Bottom line: be fair and be proactive.
 Note that arbitrators, unlike judges, are free to disregard case law and resolve disputes based on equitable considerations. Likewise, they are not bound by the terms of the contract. Arbitrators, unless specifically required by the arbitration agreement to act in conformity with rules of law, may base their decisions on broad principles of justice and equity, and in doing so may expressly or impliedly reject a claim that a party might successfully have asserted in a judicial action. (San Jose Federation etc. Teachers v. Superior Court (1982) 132 Cal. App. 3d 861.)

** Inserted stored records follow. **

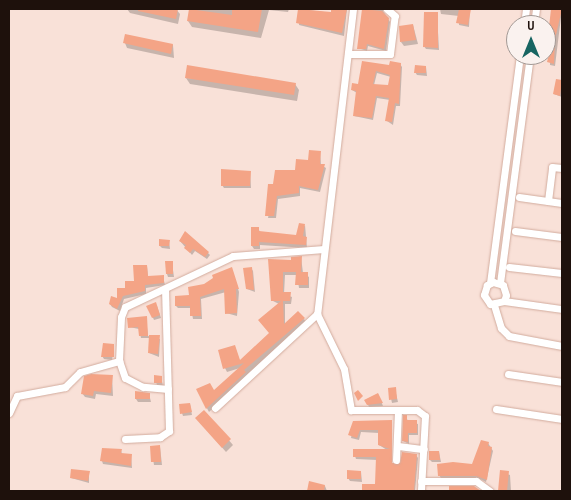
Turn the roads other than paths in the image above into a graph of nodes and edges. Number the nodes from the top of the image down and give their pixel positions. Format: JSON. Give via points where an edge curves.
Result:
{"nodes":[{"id":1,"x":354,"y":9,"type":"edge"},
{"id":2,"x":387,"y":9,"type":"edge"},
{"id":3,"x":348,"y":54,"type":"junction"},
{"id":4,"x":519,"y":65,"type":"edge"},
{"id":5,"x":529,"y":65,"type":"edge"},
{"id":6,"x":562,"y":168,"type":"edge"},
{"id":7,"x":519,"y":197,"type":"dead end"},
{"id":8,"x":548,"y":201,"type":"junction"},
{"id":9,"x":562,"y":203,"type":"edge"},
{"id":10,"x":515,"y":231,"type":"dead end"},
{"id":11,"x":562,"y":237,"type":"edge"},
{"id":12,"x":324,"y":249,"type":"junction"},
{"id":13,"x":509,"y":267,"type":"dead end"},
{"id":14,"x":562,"y":273,"type":"edge"},
{"id":15,"x":490,"y":283,"type":"junction"},
{"id":16,"x":500,"y":283,"type":"junction"},
{"id":17,"x":165,"y":289,"type":"junction"},
{"id":18,"x":504,"y":301,"type":"junction"},
{"id":19,"x":494,"y":305,"type":"junction"},
{"id":20,"x":562,"y":309,"type":"edge"},
{"id":21,"x":317,"y":314,"type":"junction"},
{"id":22,"x":562,"y":346,"type":"edge"},
{"id":23,"x":119,"y":361,"type":"junction"},
{"id":24,"x":508,"y":374,"type":"dead end"},
{"id":25,"x":562,"y":382,"type":"edge"},
{"id":26,"x":168,"y":389,"type":"junction"},
{"id":27,"x":215,"y":408,"type":"dead end"},
{"id":28,"x":496,"y":409,"type":"dead end"},
{"id":29,"x":398,"y":410,"type":"junction"},
{"id":30,"x":9,"y":413,"type":"edge"},
{"id":31,"x":562,"y":419,"type":"edge"},
{"id":32,"x":125,"y":439,"type":"dead end"},
{"id":33,"x":398,"y":446,"type":"junction"},
{"id":34,"x":424,"y":449,"type":"junction"},
{"id":35,"x":396,"y":460,"type":"dead end"},
{"id":36,"x":421,"y":481,"type":"junction"},
{"id":37,"x":421,"y":491,"type":"edge"},
{"id":38,"x":490,"y":491,"type":"edge"}],
"edges":[{"from":1,"to":3,"type":"street"},
{"from":2,"to":3,"type":"street","via":[[395,16],[390,54]]},
{"from":3,"to":12,"type":"street"},
{"from":4,"to":15,"type":"street"},
{"from":5,"to":16,"type":"street"},
{"from":6,"to":8,"type":"street","via":[[552,167]]},
{"from":7,"to":8,"type":"street"},
{"from":8,"to":9,"type":"street"},
{"from":10,"to":11,"type":"street"},
{"from":12,"to":17,"type":"street","via":[[239,254]]},
{"from":12,"to":21,"type":"street"},
{"from":13,"to":14,"type":"street"},
{"from":15,"to":16,"type":"street"},
{"from":15,"to":19,"type":"street","via":[[484,295]]},
{"from":16,"to":18,"type":"street","via":[[506,291]]},
{"from":17,"to":23,"type":"street","via":[[130,303],[122,310]]},
{"from":17,"to":26,"type":"street"},
{"from":18,"to":19,"type":"street"},
{"from":18,"to":20,"type":"street"},
{"from":19,"to":22,"type":"street","via":[[501,328],[508,336]]},
{"from":21,"to":27,"type":"street"},
{"from":21,"to":29,"type":"street","via":[[347,376],[350,408],[360,412]]},
{"from":23,"to":26,"type":"street","via":[[125,378],[131,383]]},
{"from":23,"to":30,"type":"street","via":[[80,372],[65,387],[17,396]]},
{"from":24,"to":25,"type":"street"},
{"from":26,"to":32,"type":"street","via":[[168,433],[160,437]]},
{"from":28,"to":31,"type":"street"},
{"from":29,"to":33,"type":"street"},
{"from":29,"to":34,"type":"street","via":[[417,410],[425,416]]},
{"from":33,"to":34,"type":"street"},
{"from":33,"to":35,"type":"street"},
{"from":34,"to":36,"type":"street"},
{"from":36,"to":37,"type":"street"},
{"from":36,"to":38,"type":"street","via":[[476,481]]}]}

 Public Contract Code § 7107 requires that a public agency make payment of a retention within 60 days after completion of the project. “Completion” means occupation, beneficial use, or acceptance by the public agency or a cessation of labor on the project for a continuous period of 100 days. The penalty in both cases is two percent per month in lieu of interest, and attorneys’ fees and costs go to the prevailing party. Civil Code section 3287, subdivision (a) provides: “A person who is entitled to recover damages certain, or capable of being made certain by calculation, and the right to recover which is vested in him upon a particular day, is entitled also to recover interest thereon from that day, except when the debtor is prevented by law, or by the act of the creditor from paying the debt.” Under this provision, the trial court has no discretion—it must award prejudgment interest from the first day there exists both a breach and a liquidated claim. (North Oakland Medical Clinic v. Rogers (1998) 65 Cal.App.4th 824, 828.) Prejudgment interest compensates the plaintiff for the loss of the use of property or money during the period before the judgment is entered. (Id. at p. 828.) Civ. Code, § 3287, subdivision (c) provides: “Unless another statute provides a different interest rate, in a tax or fee claim against a public entity that results in a judgment against the public entity, interest shall accrue at a rate equal to the weekly average one year constant maturity United States Treasury yield, but shall not exceed 7 percent per annum. That rate shall control until the judgment becomes enforceable under Section 965.5 or 970.1 of the Government Code, at which time interest shall accrue at an annual rate equal to the weekly average one year constant maturity United States Treasury yield at the time of the judgment plus 2 percent, but shall not exceed 7 percent per annum.” (Civ. Code, § 3287.)
 Note the exceptions set forth in subdivision (c), which include consumer contracts, rentals, and residential leases, are not relevant to this discussion.
 Note that the Public Contract Code regulations governing State Contract Act arbitration allow discovery, permit joinder, and require the arbitrator to follow the law and the contract and to issue written findings of fact/conclusions of law. (PCC §§ 10240.8. through 10240.11.)